Fig. 7 shows the powder spectra for CuCCP taken at the high frequency of 330 GHz and temperatures of 29.7 K and 5.7 K. The temperature dependence of the integrated signal is in accordance with χmol (T). It is obvious that in this temperature range gz and gx,y are temperature independent with values of gz = 2.14 and gx,y = 2.01. These numbers are comparable with g-values expected for a CuII ion in a square-planar coordination [13]. A comparison with the g-factors of TK 102 reveals a difference of approximately 3.7% for gz and 2.5% for gx,y. Again, this behavior indicates the strong influence of the local Cu environment. A deviation from the square-planar CuII coordination to a distorted one leads to these large differences in the g-factors.

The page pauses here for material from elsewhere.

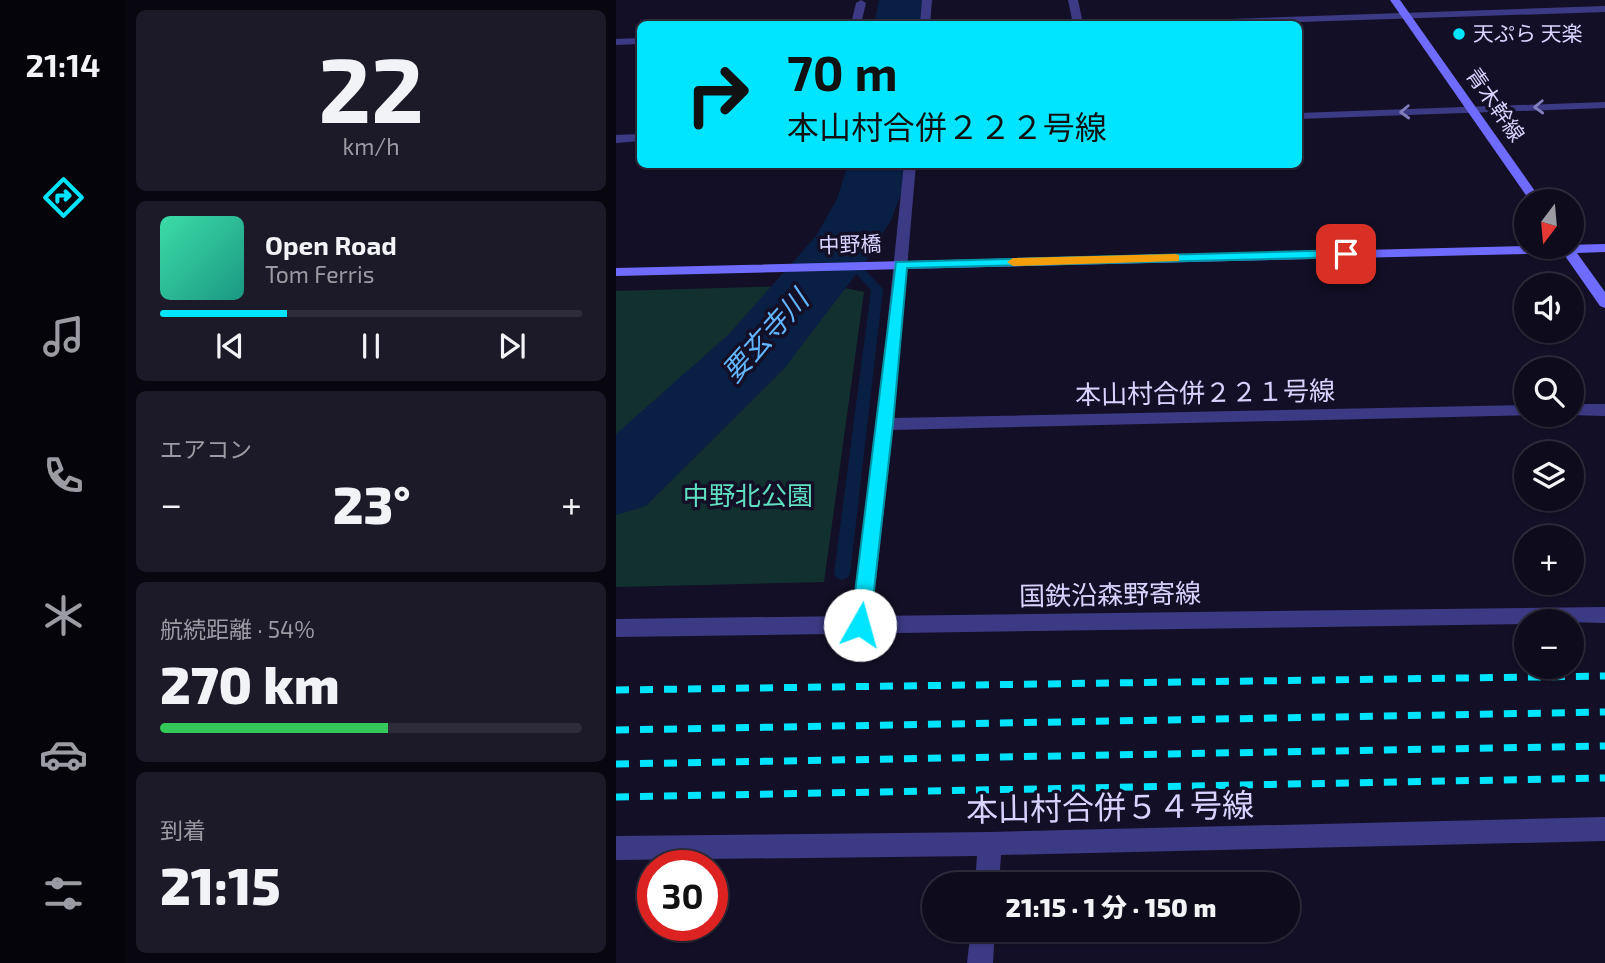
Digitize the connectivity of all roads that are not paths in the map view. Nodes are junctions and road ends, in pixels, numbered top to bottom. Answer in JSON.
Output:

ESR resonance of a powder sample of the 1-D Heisenberg spin chain CuCCP at 5.7 K and 29.7 K determined at a frequency of 330 GHz.
6 Discussion
The anisotropies of the g-values found in the ESR experiments for the present series of hydroquinone-based low-dimensional CuII quantum-spin systems are in agreement with the structural investigations on the various compounds. The question at hand is whether there is a correlation between the structural and magnetic properties within this series of compounds. In all systems described in this paper, the dominant magnetic exchange is mediated by the modified hydroquinone linkers. As expected, the magnetic exchange is of moderate size for all systems ranging from J/kB = 21.5 K (CuCCP) to J1/kB = 4.0 K for TK 102. Table 1 indicates that a correlation exists between the size of J/kB and the extent to which the CuII ion is dislocated from the O(1,2)N(1,2)-plane. CuCCP, possessing the largest coupling constant of J/kB = 21.5 K within this new series of low-dimensional spin systems, has its CuII centers in an ideal square-planar coordination environment. Each CuII ion lies precisely within the O(1,2)N(1,2)-plane and the angles N(1)–Cu–O(2) and O(1)–Cu–N(2) are 180° resulting in a magnetic coupling constant of J/kB = 21.5 K. If the position of the CuII ion is slightly above the O2N2-plane as in TK 91, where the angles N(1)–Cu–O(2) and O(1)–Cu–N(2) are 175.04° and 175.61°, respectively, the coupling constant J1/kB is reduced to 9.9 K. This trend continues for TK 102 exhibiting a coupling constant of 4.0 K and bond angles for CuII of 170.78° and 169.88°. Calculating the displacements u of the CuII ions from the distortion angles we obtained a nearly linear dependence between J/kB and u with a value of −(109 ± 9) K/Å.
7 Summary
We have synthesized a new family of low-dimensional quantum-spin systems based on hydroquinone-derived linkers connecting CuII ions carrying a spin of S = 1/2. This family includes isolated CuII dimers, various coupled CuII-dimer systems and a 1-D uniform S = 1/2 Heisenberg antiferromagnetic chain. The antiferromagnetic coupling constants are of moderate strength with values in the range from J/kB = 21.5 K to 4.0 K. By relating the magnetic properties to the structural features of the individual compounds of this family, we have been able to deduce a correlation between the size of the magnetic coupling constant and the position of the CuII ions. An increase of the displacement of the Cu ion with respect to the ideal square-planar coordination leads to a near linear decrease of J within this series of compound, where the magnetic coupling is mediated by modified hydroquinone linkers.
In addition, the first principles calculations performed here are valuable hints for understanding the nature of the microscopic interactions in these organometallic systems.